Site information
- Type: Army Base

Location
- Coordinates: 13°58′10″N 108°33′30″E﻿ / ﻿13.96944°N 108.55833°E

Site history
- Built: 1965
- In use: 1966-71
- Battles/wars: Vietnam War

Garrison information
- Occupants: 1st Cavalry Division 4th Infantry Division

= Landing Zone Schueller =

Landing Zone Schueller (also known as LZ Road or FSB Schueller) is a former U.S. Army base west of An Khê District in central Vietnam.

==History==
The base was first established in 1965 by the 1st Cavalry Division, beside QL-19 and approximately 13 km west of An Khê near the Mang Yang Pass. The base was originally named after 1LT James Schueller, from the 2nd Battalion, 17th Artillery who was killed in a Lockheed C-130 Hercules crash at Camp Radcliff on 17 June 1967.

The base was later used by the 3rd Brigade, 4th Infantry Division.

On 10 April 1968 a People's Army of Vietnam (PAVN) force estimated at 250 men attempted to block Route 19 and create an ambush west of Schueller. A booby-trapped artillery round was discovered on the road by MPs and when a bomb-disposal team arrived the ambush was triggered prematurely. A reaction force from the 1st Battalion, 69th Armor Regiment at Schueller was called forward and quickly overwhelmed the PAVN ambushers some of whom retreated to a nearby hill where they were assaulted by the 1st Battalion, 503rd Infantry.
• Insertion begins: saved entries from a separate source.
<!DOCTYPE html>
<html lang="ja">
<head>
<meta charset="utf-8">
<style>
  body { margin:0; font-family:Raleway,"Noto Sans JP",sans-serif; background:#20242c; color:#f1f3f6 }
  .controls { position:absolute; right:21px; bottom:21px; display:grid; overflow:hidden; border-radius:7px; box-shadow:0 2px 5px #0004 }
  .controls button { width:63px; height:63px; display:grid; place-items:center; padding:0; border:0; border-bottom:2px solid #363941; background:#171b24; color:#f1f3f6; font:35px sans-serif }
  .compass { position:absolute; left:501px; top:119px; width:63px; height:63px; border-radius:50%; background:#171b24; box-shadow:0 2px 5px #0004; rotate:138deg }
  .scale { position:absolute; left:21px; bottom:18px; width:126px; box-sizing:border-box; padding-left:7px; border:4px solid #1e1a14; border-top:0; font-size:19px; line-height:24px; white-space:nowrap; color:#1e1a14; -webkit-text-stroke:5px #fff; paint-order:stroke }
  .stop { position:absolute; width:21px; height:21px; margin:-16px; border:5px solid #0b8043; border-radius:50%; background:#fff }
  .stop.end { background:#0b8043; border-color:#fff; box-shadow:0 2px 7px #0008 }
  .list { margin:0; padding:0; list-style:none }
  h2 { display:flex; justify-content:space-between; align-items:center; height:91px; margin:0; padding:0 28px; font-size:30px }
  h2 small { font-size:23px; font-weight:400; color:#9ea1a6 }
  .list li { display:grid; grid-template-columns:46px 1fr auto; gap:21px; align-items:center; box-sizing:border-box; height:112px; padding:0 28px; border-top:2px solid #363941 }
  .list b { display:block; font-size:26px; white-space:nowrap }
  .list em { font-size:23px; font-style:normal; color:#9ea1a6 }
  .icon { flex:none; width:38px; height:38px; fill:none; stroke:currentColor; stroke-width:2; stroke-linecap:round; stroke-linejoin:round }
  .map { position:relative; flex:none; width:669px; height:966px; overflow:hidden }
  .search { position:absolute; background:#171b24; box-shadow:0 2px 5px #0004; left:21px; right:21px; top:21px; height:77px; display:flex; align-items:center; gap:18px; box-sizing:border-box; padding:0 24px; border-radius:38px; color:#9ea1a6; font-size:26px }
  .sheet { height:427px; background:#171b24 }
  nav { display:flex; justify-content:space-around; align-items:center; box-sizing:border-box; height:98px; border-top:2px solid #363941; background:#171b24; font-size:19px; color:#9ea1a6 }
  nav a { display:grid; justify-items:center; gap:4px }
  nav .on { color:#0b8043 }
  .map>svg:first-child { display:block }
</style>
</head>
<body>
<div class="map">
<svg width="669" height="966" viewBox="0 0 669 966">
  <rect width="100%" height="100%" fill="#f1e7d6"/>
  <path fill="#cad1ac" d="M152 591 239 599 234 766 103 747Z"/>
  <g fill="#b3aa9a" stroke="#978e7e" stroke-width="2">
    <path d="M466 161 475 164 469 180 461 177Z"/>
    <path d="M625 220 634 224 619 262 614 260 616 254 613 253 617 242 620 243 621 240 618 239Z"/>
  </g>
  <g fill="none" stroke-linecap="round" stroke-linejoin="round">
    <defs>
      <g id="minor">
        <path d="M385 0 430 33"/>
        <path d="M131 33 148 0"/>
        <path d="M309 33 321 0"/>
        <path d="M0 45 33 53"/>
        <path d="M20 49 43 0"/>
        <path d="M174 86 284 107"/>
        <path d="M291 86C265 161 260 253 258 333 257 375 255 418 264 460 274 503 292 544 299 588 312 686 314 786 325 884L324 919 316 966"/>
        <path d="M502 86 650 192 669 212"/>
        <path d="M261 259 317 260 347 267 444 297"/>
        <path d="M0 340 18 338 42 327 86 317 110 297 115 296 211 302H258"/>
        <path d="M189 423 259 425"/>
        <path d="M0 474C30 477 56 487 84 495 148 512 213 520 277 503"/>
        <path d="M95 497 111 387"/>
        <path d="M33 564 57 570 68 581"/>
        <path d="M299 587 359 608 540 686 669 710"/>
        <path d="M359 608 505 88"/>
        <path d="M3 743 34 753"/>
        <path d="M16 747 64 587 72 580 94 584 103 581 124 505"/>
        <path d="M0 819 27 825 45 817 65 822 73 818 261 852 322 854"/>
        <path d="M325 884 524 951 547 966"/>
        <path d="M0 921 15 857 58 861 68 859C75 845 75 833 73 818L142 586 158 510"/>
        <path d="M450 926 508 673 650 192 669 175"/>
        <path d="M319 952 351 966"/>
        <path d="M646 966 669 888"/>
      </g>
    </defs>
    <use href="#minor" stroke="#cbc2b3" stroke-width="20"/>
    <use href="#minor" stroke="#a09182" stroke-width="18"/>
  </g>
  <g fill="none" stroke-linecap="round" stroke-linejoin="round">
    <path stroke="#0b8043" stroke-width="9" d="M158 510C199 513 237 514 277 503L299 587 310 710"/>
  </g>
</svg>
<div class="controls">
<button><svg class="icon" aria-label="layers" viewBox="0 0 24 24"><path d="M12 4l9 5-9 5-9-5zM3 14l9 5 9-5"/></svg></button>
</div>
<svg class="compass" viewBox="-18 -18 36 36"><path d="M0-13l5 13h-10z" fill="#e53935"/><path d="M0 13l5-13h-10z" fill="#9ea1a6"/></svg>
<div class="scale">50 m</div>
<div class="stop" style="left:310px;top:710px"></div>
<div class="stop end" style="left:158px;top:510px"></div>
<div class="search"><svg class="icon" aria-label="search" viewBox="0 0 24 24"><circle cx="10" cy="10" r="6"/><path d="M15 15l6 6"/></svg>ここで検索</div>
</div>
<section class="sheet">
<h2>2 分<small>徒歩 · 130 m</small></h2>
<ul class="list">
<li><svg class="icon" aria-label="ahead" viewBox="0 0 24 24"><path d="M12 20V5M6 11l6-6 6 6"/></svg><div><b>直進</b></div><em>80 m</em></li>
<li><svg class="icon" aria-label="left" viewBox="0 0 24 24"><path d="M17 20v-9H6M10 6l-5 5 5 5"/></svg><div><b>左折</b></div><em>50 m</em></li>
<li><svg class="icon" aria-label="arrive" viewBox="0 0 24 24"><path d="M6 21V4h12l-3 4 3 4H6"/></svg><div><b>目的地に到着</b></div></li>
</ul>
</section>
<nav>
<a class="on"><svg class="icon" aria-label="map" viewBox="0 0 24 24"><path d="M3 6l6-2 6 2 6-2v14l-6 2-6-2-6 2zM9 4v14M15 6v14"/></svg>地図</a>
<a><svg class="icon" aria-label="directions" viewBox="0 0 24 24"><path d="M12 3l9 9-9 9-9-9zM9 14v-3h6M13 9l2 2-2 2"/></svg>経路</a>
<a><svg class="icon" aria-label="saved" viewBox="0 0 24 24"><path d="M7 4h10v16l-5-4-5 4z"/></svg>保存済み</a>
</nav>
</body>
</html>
The engagement resulted in 1 U.S. and 40 PAVN killed.

On the night of 21 January 1969 the 1st Battalion, 50th Infantry based at Schueller mounted a night ambush along Route 19 4 km west of Schueller killing 6 PAVN sappers who had been sabotaging the fuel pipeline beside Route 19.

Other units stationed at Schueller included:
- 7th Battalion, 15th Artillery (April–October 1971)
- 2nd Battalion, 17th Artillery

==Current use==
The base is abandoned and largely turned over to housing and farmland.